Esse imenso acréscimo de riqueza adicionada permitiu o aumento da arrecadação de impostos, que tem quebrado todos os recordes, e nem assim se consegue uma economia fiscal de 0,9% do PIB — a diferença entre o superavit primário efetivo a ser realizado este ano, algo como 2,4% do PIB, na simulação do Banco Central, e o macetado para chegar a 3,3%. Em dinheiro, a diferença é de R$ 32 bilhões.
O governo deve ter ido buscá-la na capitalização da Petrobras, em que por meio de um intrincado e opaco esquema de cessão de ações e emissão de títulos do Tesouro fez despesa virar receita — e ainda achou um “saldo” financeiro, por coincidência ou não, assemelhado ao que falta para ver cumprida a meta de superavit de 3,3% do PIB.
Dieta da desidratação
Um superavit assim realizado não tem mais importância alguma, até por se destinar ao consumo de quem conhece contabilidade nacional e sabe fazer conta. Para o interesse da política fiscal, como compara o economista Fernando Montero, “esse primário é tão inútil como perder peso se desidratando”.
Ele valeria se servisse para reduzir a dívida pública, ajudando a baixar os juros, ou — e me perdoem os puristas —, como funding aos projetos de investimento financiados pelo BNDES. Ambos pressupõem sua realização em dinheiro sonante, não via jogos contábeis. Eles são legítimos, se dentro das regras, segundo Montero. Mas perderam a importância que tinham quando havia dúvidas sobre a solvência do país e dificuldade em prová-la aos credores e ao FMI. Isso passou.
Gastos desnecessários
Como superavit primário inflado por operações contábeis não serve para afastar dúvidas do mercado financeiro, que não tem porque duvidar de nada, nem a subtrair renda e aliviar a mão bruta do BC com a Selic, além de não fortalecer o crédito do BNDES, tudo isso condicionado à realização de economia real, resta o mistério.
Ou a área econômica do governo não planejou direito a programação fiscal, que vem pressionada desde meados de 2007, ou foi engolida pelas contingências políticas.
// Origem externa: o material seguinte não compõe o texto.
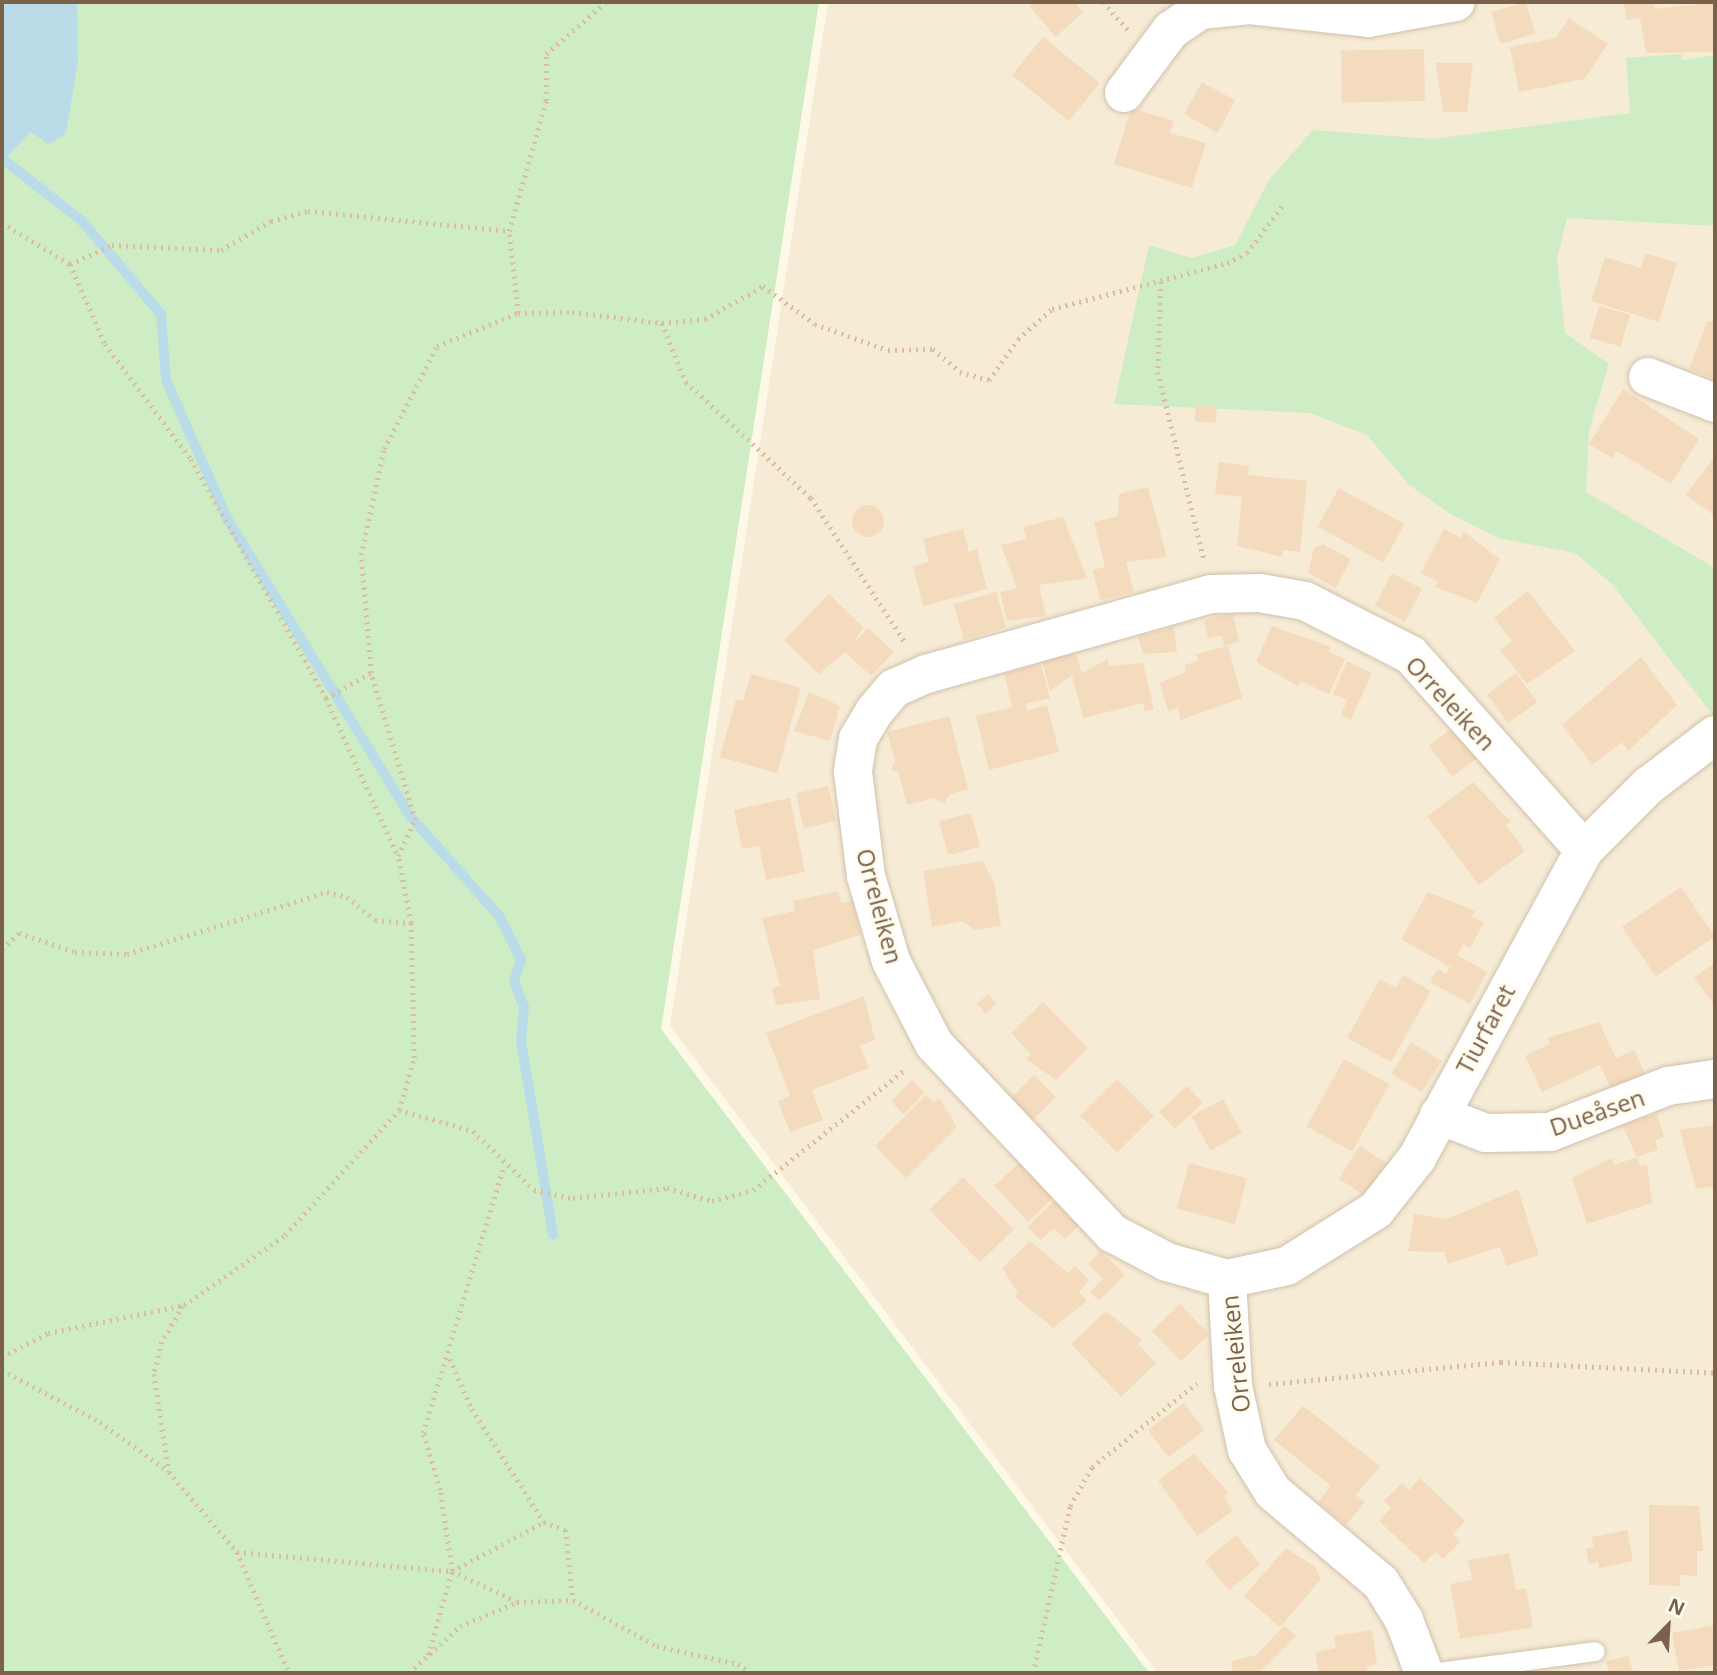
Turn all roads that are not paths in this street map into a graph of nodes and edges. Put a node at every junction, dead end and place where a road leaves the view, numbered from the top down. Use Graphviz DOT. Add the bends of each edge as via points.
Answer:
graph roads {
  1 [pos="1456,2"];
  2 [pos="1124,93"];
  3 [pos="1648,377"];
  4 [pos="1715,403"];
  5 [pos="1715,735"];
  6 [pos="1584,850"];
  7 [pos="1715,1079"];
  8 [pos="1440,1115"];
  9 [pos="1227,1279"];
  10 [pos="1595,1651"];
  11 [pos="1424,1673"];
  12 [pos="1431,1673"];
  1 -- 2 [label="street" via="1368,18 1249,5 1202,10 1171,30"];
  3 -- 4 [label="street"];
  5 -- 6 [label="street, Tiurfaret" via="1648,786"];
  6 -- 8 [label="street, Tiurfaret"];
  6 -- 9 [label="street, Orreleiken" via="1411,655 1305,601 1211,594 926,674 894,688 874,712 858,739 853,772 866,876 891,961 934,1044 1112,1233 1167,1262"];
  7 -- 8 [label="street, Dueåsen" via="1668,1086 1550,1132 1486,1133"];
  8 -- 9 [label="street, Tiurfaret" via="1417,1158 1376,1210 1287,1266"];
  9 -- 11 [label="street, Orreleiken" via="1231,1371 1247,1450 1273,1492 1381,1583 1404,1620"];
  10 -- 12 [label="lane"];
}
O fato é que se realiza este ano um volume de gastos públicos totalmente desnecessários à dinâmica do crescimento e aos principais programas orçamentários.
Congresso também pode?
A suspeita é que se perde a oportunidade neste ano de atividade e receitas fortes em contraponto à crise e recessão em 2009, segundo definição de Montero, para ajustar o curso da política econômica, levando-a a atender outros objetivos. Tais como acelerar a redução da dívida pública e, assim, o nível de juros e ajudar a bancar o crescimento embalado pela expansão industrial e de infraestrutura.
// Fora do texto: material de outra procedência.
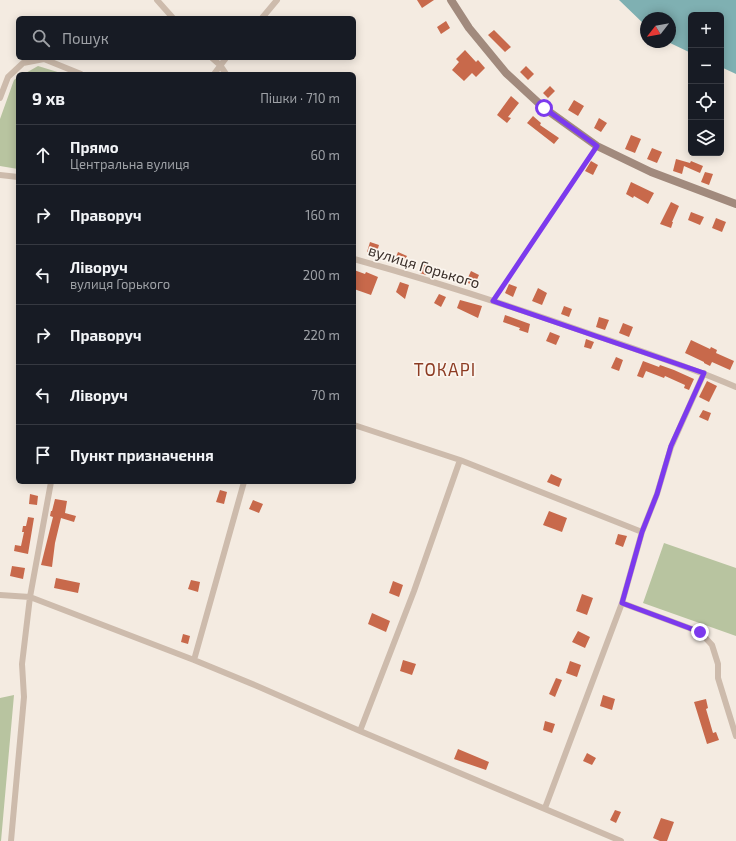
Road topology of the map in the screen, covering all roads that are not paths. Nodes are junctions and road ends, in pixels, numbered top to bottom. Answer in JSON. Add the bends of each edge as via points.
{"nodes":[{"id":1,"x":157,"y":0,"type":"edge"},
{"id":2,"x":277,"y":0,"type":"edge"},
{"id":3,"x":451,"y":0,"type":"edge"},
{"id":4,"x":171,"y":16,"type":"edge"},
{"id":5,"x":264,"y":16,"type":"edge"},
{"id":6,"x":39,"y":60,"type":"edge"},
{"id":7,"x":46,"y":60,"type":"edge"},
{"id":8,"x":214,"y":60,"type":"edge"},
{"id":9,"x":224,"y":60,"type":"edge"},
{"id":10,"x":220,"y":65,"type":"junction"},
{"id":11,"x":76,"y":72,"type":"edge"},
{"id":12,"x":215,"y":72,"type":"edge"},
{"id":13,"x":225,"y":72,"type":"edge"},
{"id":14,"x":0,"y":98,"type":"edge"},
{"id":15,"x":0,"y":175,"type":"edge"},
{"id":16,"x":16,"y":177,"type":"edge"},
{"id":17,"x":736,"y":204,"type":"edge"},
{"id":18,"x":356,"y":260,"type":"edge"},
{"id":19,"x":704,"y":373,"type":"junction"},
{"id":20,"x":736,"y":387,"type":"edge"},
{"id":21,"x":356,"y":426,"type":"edge"},
{"id":22,"x":460,"y":460,"type":"junction"},
{"id":23,"x":51,"y":484,"type":"edge"},
{"id":24,"x":243,"y":484,"type":"edge"},
{"id":25,"x":642,"y":532,"type":"junction"},
{"id":26,"x":0,"y":594,"type":"edge"},
{"id":27,"x":30,"y":597,"type":"junction"},
{"id":28,"x":622,"y":603,"type":"junction"},
{"id":29,"x":194,"y":660,"type":"junction"},
{"id":30,"x":360,"y":731,"type":"junction"},
{"id":31,"x":736,"y":736,"type":"edge"},
{"id":32,"x":545,"y":808,"type":"junction"},
{"id":33,"x":11,"y":841,"type":"edge"},
{"id":34,"x":621,"y":841,"type":"edge"}],
"edges":[{"from":1,"to":4,"type":"street"},
{"from":2,"to":5,"type":"street"},
{"from":3,"to":17,"type":"street","via":[[469,28],[506,73],[544,108],[597,146],[651,172]]},
{"from":6,"to":14,"type":"street","via":[[23,63],[8,78]]},
{"from":7,"to":11,"type":"street"},
{"from":8,"to":10,"type":"street"},
{"from":9,"to":10,"type":"street"},
{"from":10,"to":12,"type":"street"},
{"from":10,"to":13,"type":"street"},
{"from":15,"to":16,"type":"street"},
{"from":18,"to":19,"type":"street","name":"вулиця Горького","via":[[493,301]]},
{"from":19,"to":20,"type":"street","name":"вулиця Горького"},
{"from":19,"to":25,"type":"street","via":[[671,446],[657,494]]},
{"from":21,"to":22,"type":"street"},
{"from":22,"to":25,"type":"street"},
{"from":22,"to":30,"type":"street","via":[[414,591]]},
{"from":23,"to":27,"type":"street"},
{"from":24,"to":29,"type":"street"},
{"from":25,"to":28,"type":"street"},
{"from":26,"to":27,"type":"street"},
{"from":27,"to":29,"type":"street"},
{"from":27,"to":33,"type":"street","via":[[22,664],[24,697]]},
{"from":28,"to":31,"type":"street","via":[[700,632],[712,646],[718,664],[718,678]]},
{"from":28,"to":32,"type":"street"},
{"from":29,"to":30,"type":"street"},
{"from":30,"to":32,"type":"street"},
{"from":32,"to":34,"type":"street"}]}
Para 2011, o desenho mais apertado do orçamento está na entrelinha do futuro governo, não importa qual seja. Se isso será viável logo se vai saber, com a tramitação no Congresso da lei orçamentária de 2011. Ao tornar a receita elástica à sua vontade, previne Montero, há o risco de a Fazenda vir a provar do próprio veneno na hora em que o Congresso for negociar os ajustes e emendas ao orçamento. Os problemas fiscais são como os chatos: é difícil livrar-se deles.
Questões embaraçosas
A questão política do tratamento dado ao retorno do Tesouro como agência promotora do desenvolvimento talvez seja o de maior risco. Se vale ao governo escapar de limitação orçamentária, como mostra a “receita” de R$ 30 bilhões saída do ventre do aumento de capital da Petrobras, por que engenhos criativos assemelhados não poderão valer para os parlamentares? A questão é embaraçosa.
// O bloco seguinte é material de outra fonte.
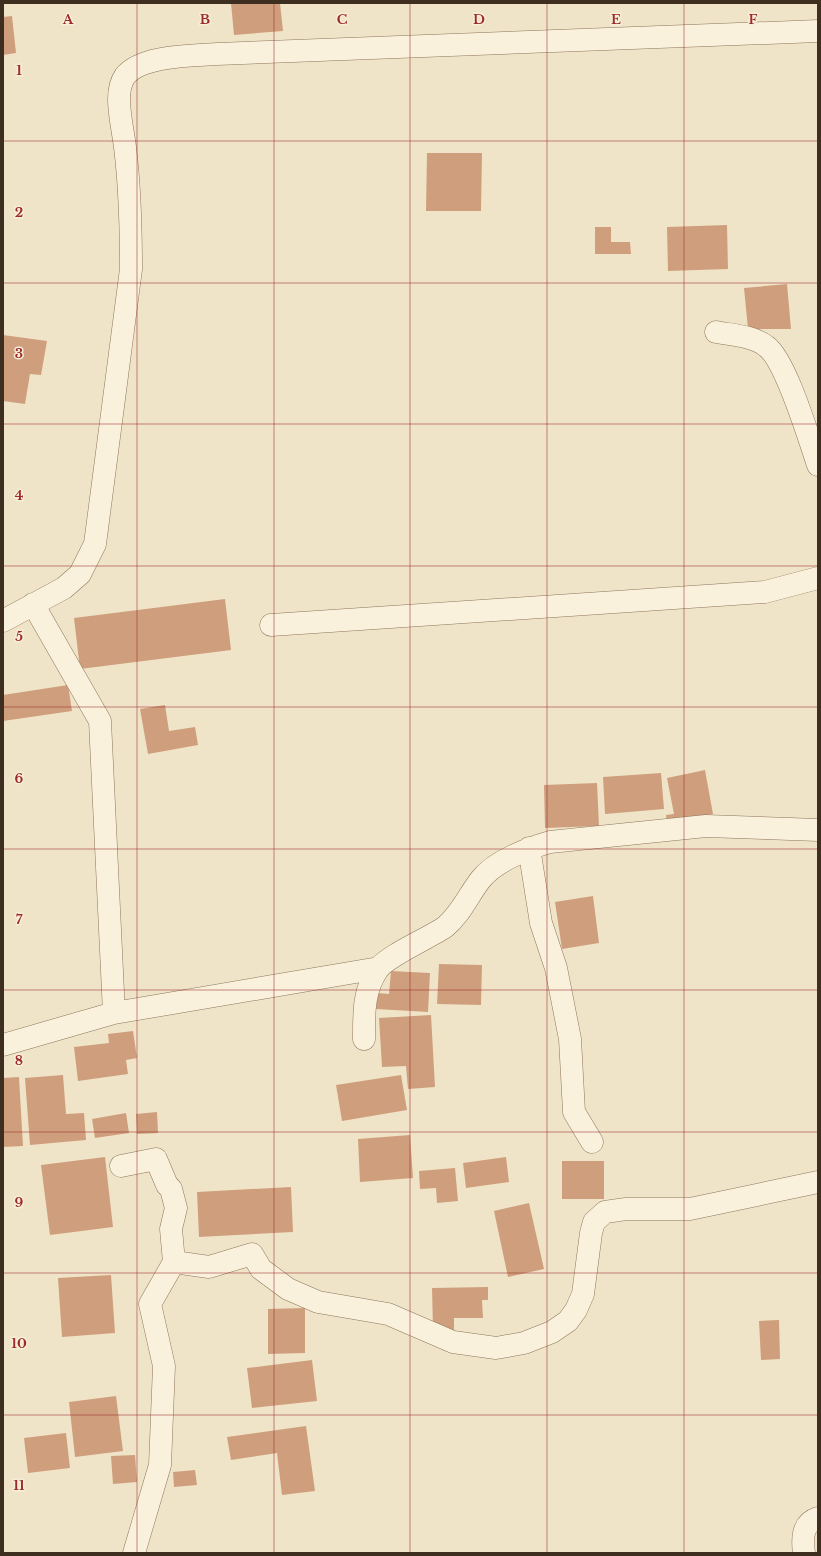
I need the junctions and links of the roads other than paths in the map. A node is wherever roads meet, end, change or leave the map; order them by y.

O provável é que faltou aos ministros capacidade de convencimento do governo sobre os riscos, que não são só o do Congresso aprender o caminho que leva ao Tesouro. Preocupante é ter se achado que se podia acertar de baciada a folha do funcionalismo, gastos sociais e investimentos sortidos — do PAC-1 inacabado ao PAC-2 anunciado. Se promessa for dívida, já se está devendo um bocado.